- **DATA EXCERPTS**

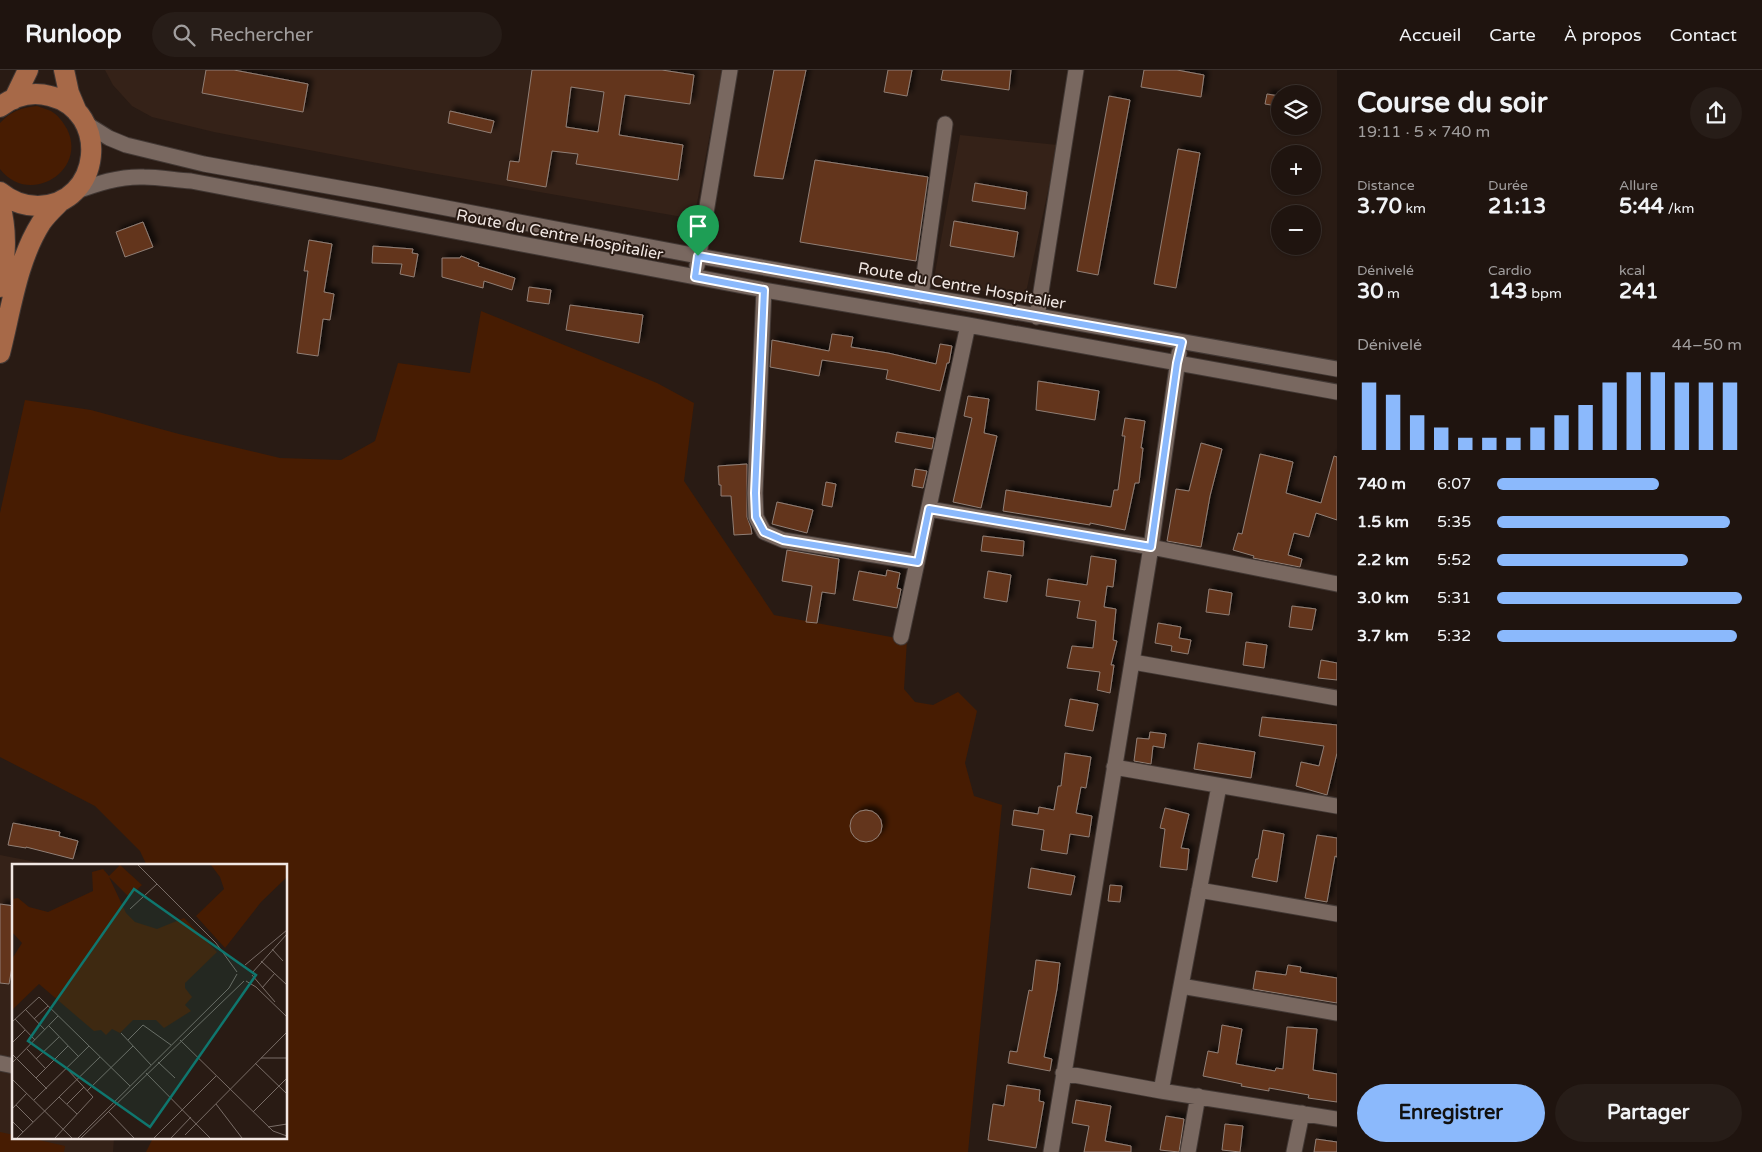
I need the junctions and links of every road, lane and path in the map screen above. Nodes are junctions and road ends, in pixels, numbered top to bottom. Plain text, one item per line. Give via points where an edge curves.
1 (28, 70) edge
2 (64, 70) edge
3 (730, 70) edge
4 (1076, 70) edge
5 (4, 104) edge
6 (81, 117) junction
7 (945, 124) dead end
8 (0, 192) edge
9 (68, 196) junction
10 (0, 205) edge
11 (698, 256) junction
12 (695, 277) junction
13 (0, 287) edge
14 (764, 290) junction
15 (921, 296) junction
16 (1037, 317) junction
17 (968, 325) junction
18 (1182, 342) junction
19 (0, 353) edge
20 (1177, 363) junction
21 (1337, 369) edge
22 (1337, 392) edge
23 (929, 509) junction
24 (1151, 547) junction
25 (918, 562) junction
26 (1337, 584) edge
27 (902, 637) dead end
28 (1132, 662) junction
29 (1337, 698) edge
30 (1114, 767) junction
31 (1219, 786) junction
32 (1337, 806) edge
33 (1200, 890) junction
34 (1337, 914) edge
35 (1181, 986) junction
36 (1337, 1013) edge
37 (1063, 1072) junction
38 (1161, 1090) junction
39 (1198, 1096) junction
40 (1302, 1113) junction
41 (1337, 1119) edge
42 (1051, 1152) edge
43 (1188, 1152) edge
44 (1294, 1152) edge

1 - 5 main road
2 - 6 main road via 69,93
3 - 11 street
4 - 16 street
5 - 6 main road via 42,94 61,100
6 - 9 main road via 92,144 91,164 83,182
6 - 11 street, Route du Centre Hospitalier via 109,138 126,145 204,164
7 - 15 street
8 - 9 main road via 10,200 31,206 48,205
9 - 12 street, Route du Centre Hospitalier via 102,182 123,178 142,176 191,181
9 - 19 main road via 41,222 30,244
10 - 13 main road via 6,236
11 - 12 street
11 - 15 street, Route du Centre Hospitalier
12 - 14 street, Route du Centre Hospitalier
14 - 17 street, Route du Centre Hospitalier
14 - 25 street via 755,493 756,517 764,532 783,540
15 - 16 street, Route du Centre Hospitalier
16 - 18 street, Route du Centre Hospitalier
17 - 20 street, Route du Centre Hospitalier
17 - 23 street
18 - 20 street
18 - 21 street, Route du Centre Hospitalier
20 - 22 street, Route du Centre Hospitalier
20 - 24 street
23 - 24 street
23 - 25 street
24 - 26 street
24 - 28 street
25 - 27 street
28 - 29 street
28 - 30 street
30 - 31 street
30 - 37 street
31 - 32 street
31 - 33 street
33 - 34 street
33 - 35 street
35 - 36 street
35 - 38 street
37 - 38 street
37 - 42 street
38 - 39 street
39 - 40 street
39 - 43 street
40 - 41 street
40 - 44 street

...

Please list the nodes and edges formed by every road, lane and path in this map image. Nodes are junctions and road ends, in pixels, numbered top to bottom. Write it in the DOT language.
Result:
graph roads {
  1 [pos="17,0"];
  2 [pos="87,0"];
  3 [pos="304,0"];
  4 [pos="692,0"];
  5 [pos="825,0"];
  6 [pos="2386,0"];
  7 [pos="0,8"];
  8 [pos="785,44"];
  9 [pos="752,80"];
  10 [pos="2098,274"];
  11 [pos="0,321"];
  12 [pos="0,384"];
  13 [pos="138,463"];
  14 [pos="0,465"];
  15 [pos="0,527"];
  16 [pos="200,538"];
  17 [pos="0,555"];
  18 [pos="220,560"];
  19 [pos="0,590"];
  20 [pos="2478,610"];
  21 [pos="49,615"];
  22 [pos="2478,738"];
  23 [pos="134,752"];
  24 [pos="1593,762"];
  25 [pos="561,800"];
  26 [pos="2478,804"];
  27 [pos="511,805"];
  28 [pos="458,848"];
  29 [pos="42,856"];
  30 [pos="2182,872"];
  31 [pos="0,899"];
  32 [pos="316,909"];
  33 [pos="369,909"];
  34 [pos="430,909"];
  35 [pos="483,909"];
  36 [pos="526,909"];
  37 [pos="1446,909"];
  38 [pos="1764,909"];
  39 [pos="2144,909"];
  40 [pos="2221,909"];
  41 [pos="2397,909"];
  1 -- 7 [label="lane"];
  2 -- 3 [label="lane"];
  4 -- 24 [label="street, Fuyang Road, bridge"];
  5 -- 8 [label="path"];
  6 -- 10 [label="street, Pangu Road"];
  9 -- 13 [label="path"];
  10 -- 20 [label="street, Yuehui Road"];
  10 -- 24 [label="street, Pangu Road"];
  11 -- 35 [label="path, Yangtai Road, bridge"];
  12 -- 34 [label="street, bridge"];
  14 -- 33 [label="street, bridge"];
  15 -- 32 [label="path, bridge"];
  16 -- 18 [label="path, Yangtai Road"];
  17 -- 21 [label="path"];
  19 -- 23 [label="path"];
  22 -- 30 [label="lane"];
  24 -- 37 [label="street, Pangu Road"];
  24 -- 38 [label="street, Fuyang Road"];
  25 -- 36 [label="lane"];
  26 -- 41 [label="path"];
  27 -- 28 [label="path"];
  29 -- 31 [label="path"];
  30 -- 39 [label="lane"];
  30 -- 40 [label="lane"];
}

- **YOUR ASSIGNMENT**
Scan the material above for the word "bottom", and copy each line where it appears.

- **EXERCISE RESULT**
I need the junctions and links of every road, lane and path in the map screen above. Nodes are junctions and road ends, in pixels, numbered top to bottom. Plain text, one item per line. Give via points where an edge curves.
Please list the nodes and edges formed by every road, lane and path in this map image. Nodes are junctions and road ends, in pixels, numbered top to bottom. Write it in the DOT language.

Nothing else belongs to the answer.